--- START ---

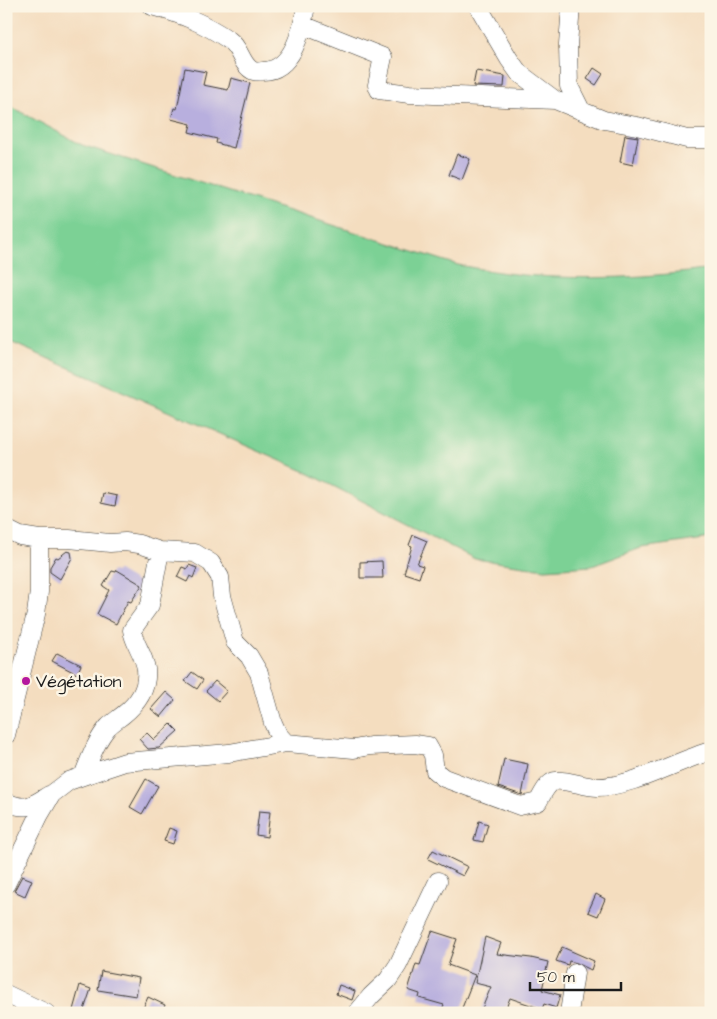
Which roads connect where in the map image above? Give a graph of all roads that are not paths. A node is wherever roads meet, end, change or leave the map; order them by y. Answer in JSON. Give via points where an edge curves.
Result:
{"nodes":[{"id":1,"x":152,"y":6,"type":"edge"},
{"id":2,"x":306,"y":6,"type":"edge"},
{"id":3,"x":478,"y":6,"type":"edge"},
{"id":4,"x":571,"y":6,"type":"edge"},
{"id":5,"x":303,"y":25,"type":"junction"},
{"id":6,"x":555,"y":100,"type":"junction"},
{"id":7,"x":581,"y":110,"type":"junction"},
{"id":8,"x":711,"y":139,"type":"edge"},
{"id":9,"x":6,"y":528,"type":"edge"},
{"id":10,"x":39,"y":539,"type":"junction"},
{"id":11,"x":160,"y":551,"type":"junction"},
{"id":12,"x":6,"y":734,"type":"edge"},
{"id":13,"x":286,"y":743,"type":"junction"},
{"id":14,"x":711,"y":751,"type":"edge"},
{"id":15,"x":83,"y":776,"type":"junction"},
{"id":16,"x":52,"y":794,"type":"junction"},
{"id":17,"x":6,"y":802,"type":"edge"},
{"id":18,"x":438,"y":882,"type":"dead end"},
{"id":19,"x":6,"y":884,"type":"edge"},
{"id":20,"x":575,"y":973,"type":"dead end"},
{"id":21,"x":6,"y":994,"type":"edge"},
{"id":22,"x":46,"y":1013,"type":"edge"},
{"id":23,"x":357,"y":1013,"type":"edge"},
{"id":24,"x":569,"y":1013,"type":"edge"}],
"edges":[{"from":1,"to":5,"type":"street","via":[[188,17],[218,33],[238,49],[248,67],[255,72],[280,66],[293,49]]},
{"from":2,"to":5,"type":"street"},
{"from":3,"to":6,"type":"street","via":[[520,73]]},
{"from":4,"to":7,"type":"street","via":[[569,86]]},
{"from":5,"to":6,"type":"street","via":[[383,57],[377,85],[379,90]]},
{"from":6,"to":7,"type":"street"},
{"from":7,"to":8,"type":"street","via":[[604,120],[688,139]]},
{"from":9,"to":10,"type":"street","via":[[20,536]]},
{"from":10,"to":11,"type":"street","via":[[125,542]]},
{"from":10,"to":12,"type":"street","via":[[36,614]]},
{"from":11,"to":13,"type":"street","via":[[195,553],[211,564],[220,578],[235,642],[259,673],[273,723]]},
{"from":11,"to":15,"type":"street","via":[[150,605],[132,630],[146,669],[144,690],[138,702],[109,726],[97,743]]},
{"from":13,"to":14,"type":"street","via":[[354,749],[415,744],[428,746],[435,771],[444,778],[520,806],[538,802],[548,785],[555,781],[597,787],[626,782]]},
{"from":13,"to":15,"type":"street","via":[[125,762]]},
{"from":15,"to":16,"type":"street","via":[[69,781]]},
{"from":16,"to":17,"type":"street","via":[[34,806],[19,808]]},
{"from":16,"to":19,"type":"street"},
{"from":18,"to":23,"type":"street","via":[[398,965]]},
{"from":20,"to":24,"type":"street"},
{"from":21,"to":22,"type":"street"}]}
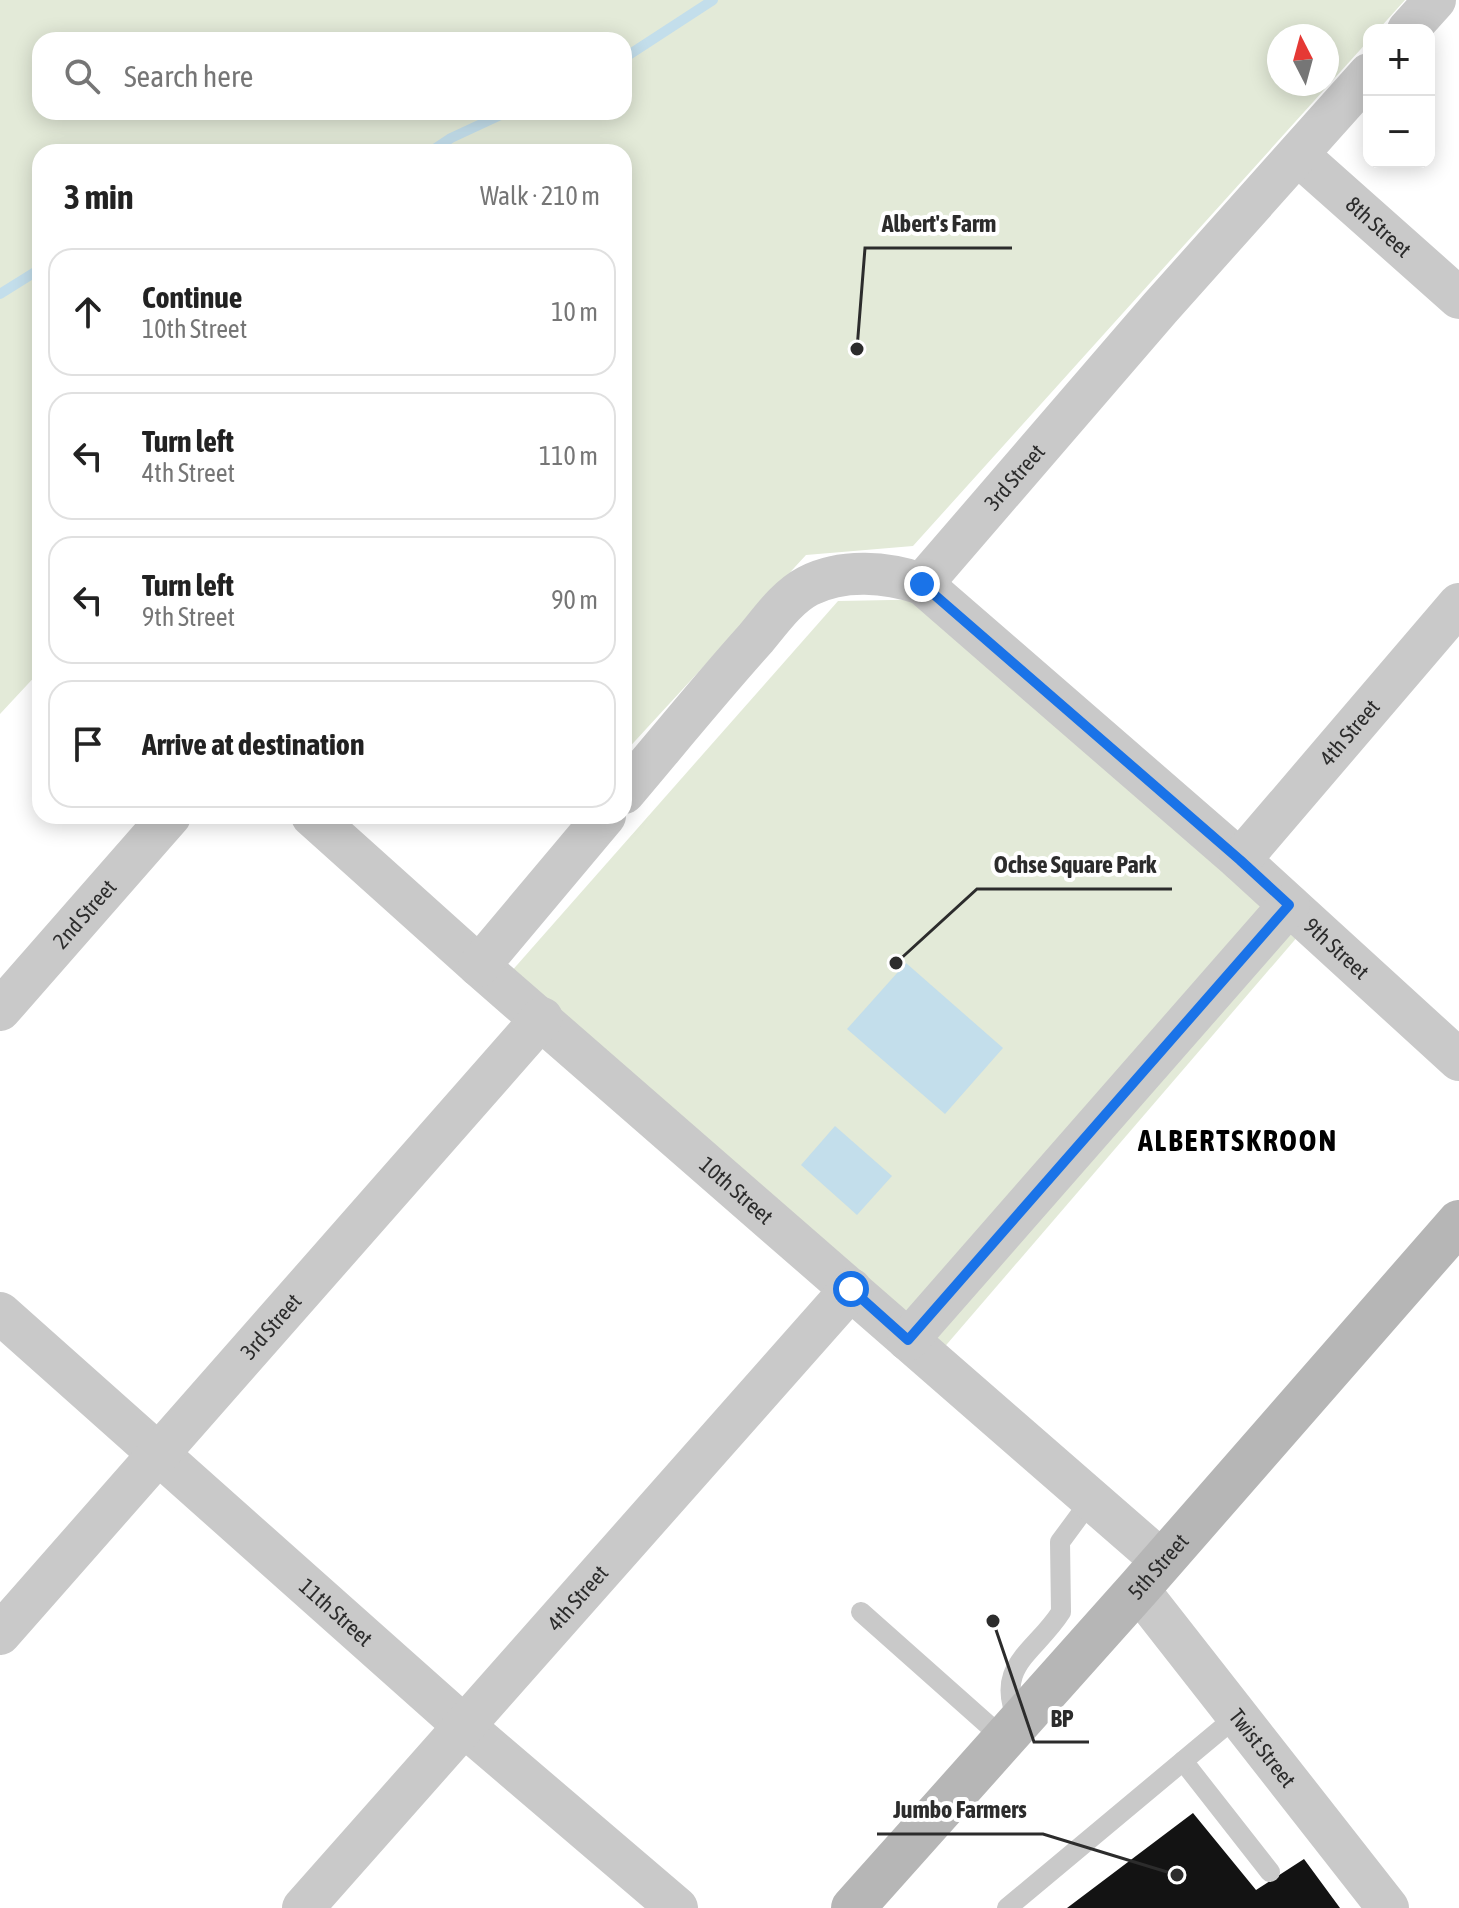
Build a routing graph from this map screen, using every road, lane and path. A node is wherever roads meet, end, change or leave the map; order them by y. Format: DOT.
graph roads {
  1 [pos="1435,0"];
  2 [pos="1413,24"];
  3 [pos="1363,81"];
  4 [pos="1298,155"];
  5 [pos="1459,298"];
  6 [pos="922,584"];
  7 [pos="1459,604"];
  8 [pos="632,784"];
  9 [pos="163,824"];
  10 [pos="321,824"];
  11 [pos="598,824"];
  12 [pos="1240,860"];
  13 [pos="1289,905"];
  14 [pos="479,966"];
  15 [pos="0,1010"];
  16 [pos="542,1018"];
  17 [pos="1459,1060"];
  18 [pos="1459,1222"];
  19 [pos="851,1289"];
  20 [pos="0,1313"];
  21 [pos="908,1340"];
  22 [pos="159,1452"];
  23 [pos="1091,1500"];
  24 [pos="1150,1575"];
  25 [pos="861,1612"];
  26 [pos="0,1634"];
  27 [pos="1237,1716"];
  28 [pos="464,1726"];
  29 [pos="1011,1731"];
  30 [pos="1183,1761"];
  31 [pos="1270,1872"];
  32 [pos="303,1908"];
  33 [pos="677,1908"];
  34 [pos="853,1908"];
  35 [pos="1007,1908"];
  36 [pos="1388,1908"];
  1 -- 2 [label="street"];
  3 -- 4 [label="street, 3rd Street"];
  4 -- 5 [label="street, 8th Street"];
  4 -- 6 [label="street, 3rd Street"];
  6 -- 8 [label="street"];
  6 -- 12 [label="street, 9th Street"];
  7 -- 12 [label="street, 4th Street"];
  9 -- 15 [label="street, 2nd Street"];
  10 -- 14 [label="street, 10th Street"];
  11 -- 14 [label="street"];
  12 -- 13 [label="street, 9th Street"];
  13 -- 17 [label="street, 9th Street"];
  13 -- 21 [label="street"];
  14 -- 16 [label="street, 10th Street"];
  16 -- 19 [label="street, 10th Street"];
  16 -- 22 [label="street, 3rd Street"];
  18 -- 24 [label="main road, 5th Street"];
  19 -- 21 [label="street, 10th Street"];
  19 -- 28 [label="street, 4th Street"];
  20 -- 22 [label="street, 11th Street"];
  21 -- 23 [label="street, 10th Street"];
  22 -- 26 [label="street, 3rd Street"];
  22 -- 28 [label="street, 11th Street"];
  23 -- 24 [label="street, 10th Street"];
  23 -- 29 [label="lane"];
  24 -- 27 [label="street, Twist Street"];
  24 -- 29 [label="main road, 5th Street"];
  25 -- 29 [label="lane"];
  27 -- 30 [label="lane"];
  27 -- 36 [label="street, Twist Street"];
  28 -- 32 [label="street, 4th Street"];
  28 -- 33 [label="street, 11th Street"];
  29 -- 34 [label="main road, 5th Street"];
  30 -- 31 [label="lane"];
  30 -- 35 [label="lane"];
}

--- END ---

■ What you need to do
Copy every record exactly, dropping the images.

■ Written answer
Which roads connect where in the map image above? Give a graph of all roads that are not paths. A node is wherever roads meet, end, change or leave the map; order them by y. Answer in JSON. Give via points where an edge curves.
Result:
{"nodes":[{"id":1,"x":152,"y":6,"type":"edge"},
{"id":2,"x":306,"y":6,"type":"edge"},
{"id":3,"x":478,"y":6,"type":"edge"},
{"id":4,"x":571,"y":6,"type":"edge"},
{"id":5,"x":303,"y":25,"type":"junction"},
{"id":6,"x":555,"y":100,"type":"junction"},
{"id":7,"x":581,"y":110,"type":"junction"},
{"id":8,"x":711,"y":139,"type":"edge"},
{"id":9,"x":6,"y":528,"type":"edge"},
{"id":10,"x":39,"y":539,"type":"junction"},
{"id":11,"x":160,"y":551,"type":"junction"},
{"id":12,"x":6,"y":734,"type":"edge"},
{"id":13,"x":286,"y":743,"type":"junction"},
{"id":14,"x":711,"y":751,"type":"edge"},
{"id":15,"x":83,"y":776,"type":"junction"},
{"id":16,"x":52,"y":794,"type":"junction"},
{"id":17,"x":6,"y":802,"type":"edge"},
{"id":18,"x":438,"y":882,"type":"dead end"},
{"id":19,"x":6,"y":884,"type":"edge"},
{"id":20,"x":575,"y":973,"type":"dead end"},
{"id":21,"x":6,"y":994,"type":"edge"},
{"id":22,"x":46,"y":1013,"type":"edge"},
{"id":23,"x":357,"y":1013,"type":"edge"},
{"id":24,"x":569,"y":1013,"type":"edge"}],
"edges":[{"from":1,"to":5,"type":"street","via":[[188,17],[218,33],[238,49],[248,67],[255,72],[280,66],[293,49]]},
{"from":2,"to":5,"type":"street"},
{"from":3,"to":6,"type":"street","via":[[520,73]]},
{"from":4,"to":7,"type":"street","via":[[569,86]]},
{"from":5,"to":6,"type":"street","via":[[383,57],[377,85],[379,90]]},
{"from":6,"to":7,"type":"street"},
{"from":7,"to":8,"type":"street","via":[[604,120],[688,139]]},
{"from":9,"to":10,"type":"street","via":[[20,536]]},
{"from":10,"to":11,"type":"street","via":[[125,542]]},
{"from":10,"to":12,"type":"street","via":[[36,614]]},
{"from":11,"to":13,"type":"street","via":[[195,553],[211,564],[220,578],[235,642],[259,673],[273,723]]},
{"from":11,"to":15,"type":"street","via":[[150,605],[132,630],[146,669],[144,690],[138,702],[109,726],[97,743]]},
{"from":13,"to":14,"type":"street","via":[[354,749],[415,744],[428,746],[435,771],[444,778],[520,806],[538,802],[548,785],[555,781],[597,787],[626,782]]},
{"from":13,"to":15,"type":"street","via":[[125,762]]},
{"from":15,"to":16,"type":"street","via":[[69,781]]},
{"from":16,"to":17,"type":"street","via":[[34,806],[19,808]]},
{"from":16,"to":19,"type":"street"},
{"from":18,"to":23,"type":"street","via":[[398,965]]},
{"from":20,"to":24,"type":"street"},
{"from":21,"to":22,"type":"street"}]}
Build a routing graph from this map screen, using every road, lane and path. A node is wherever roads meet, end, change or leave the map; order them by y. Format: DOT.
graph roads {
  1 [pos="1435,0"];
  2 [pos="1413,24"];
  3 [pos="1363,81"];
  4 [pos="1298,155"];
  5 [pos="1459,298"];
  6 [pos="922,584"];
  7 [pos="1459,604"];
  8 [pos="632,784"];
  9 [pos="163,824"];
  10 [pos="321,824"];
  11 [pos="598,824"];
  12 [pos="1240,860"];
  13 [pos="1289,905"];
  14 [pos="479,966"];
  15 [pos="0,1010"];
  16 [pos="542,1018"];
  17 [pos="1459,1060"];
  18 [pos="1459,1222"];
  19 [pos="851,1289"];
  20 [pos="0,1313"];
  21 [pos="908,1340"];
  22 [pos="159,1452"];
  23 [pos="1091,1500"];
  24 [pos="1150,1575"];
  25 [pos="861,1612"];
  26 [pos="0,1634"];
  27 [pos="1237,1716"];
  28 [pos="464,1726"];
  29 [pos="1011,1731"];
  30 [pos="1183,1761"];
  31 [pos="1270,1872"];
  32 [pos="303,1908"];
  33 [pos="677,1908"];
  34 [pos="853,1908"];
  35 [pos="1007,1908"];
  36 [pos="1388,1908"];
  1 -- 2 [label="street"];
  3 -- 4 [label="street, 3rd Street"];
  4 -- 5 [label="street, 8th Street"];
  4 -- 6 [label="street, 3rd Street"];
  6 -- 8 [label="street"];
  6 -- 12 [label="street, 9th Street"];
  7 -- 12 [label="street, 4th Street"];
  9 -- 15 [label="street, 2nd Street"];
  10 -- 14 [label="street, 10th Street"];
  11 -- 14 [label="street"];
  12 -- 13 [label="street, 9th Street"];
  13 -- 17 [label="street, 9th Street"];
  13 -- 21 [label="street"];
  14 -- 16 [label="street, 10th Street"];
  16 -- 19 [label="street, 10th Street"];
  16 -- 22 [label="street, 3rd Street"];
  18 -- 24 [label="main road, 5th Street"];
  19 -- 21 [label="street, 10th Street"];
  19 -- 28 [label="street, 4th Street"];
  20 -- 22 [label="street, 11th Street"];
  21 -- 23 [label="street, 10th Street"];
  22 -- 26 [label="street, 3rd Street"];
  22 -- 28 [label="street, 11th Street"];
  23 -- 24 [label="street, 10th Street"];
  23 -- 29 [label="lane"];
  24 -- 27 [label="street, Twist Street"];
  24 -- 29 [label="main road, 5th Street"];
  25 -- 29 [label="lane"];
  27 -- 30 [label="lane"];
  27 -- 36 [label="street, Twist Street"];
  28 -- 32 [label="street, 4th Street"];
  28 -- 33 [label="street, 11th Street"];
  29 -- 34 [label="main road, 5th Street"];
  30 -- 31 [label="lane"];
  30 -- 35 [label="lane"];
}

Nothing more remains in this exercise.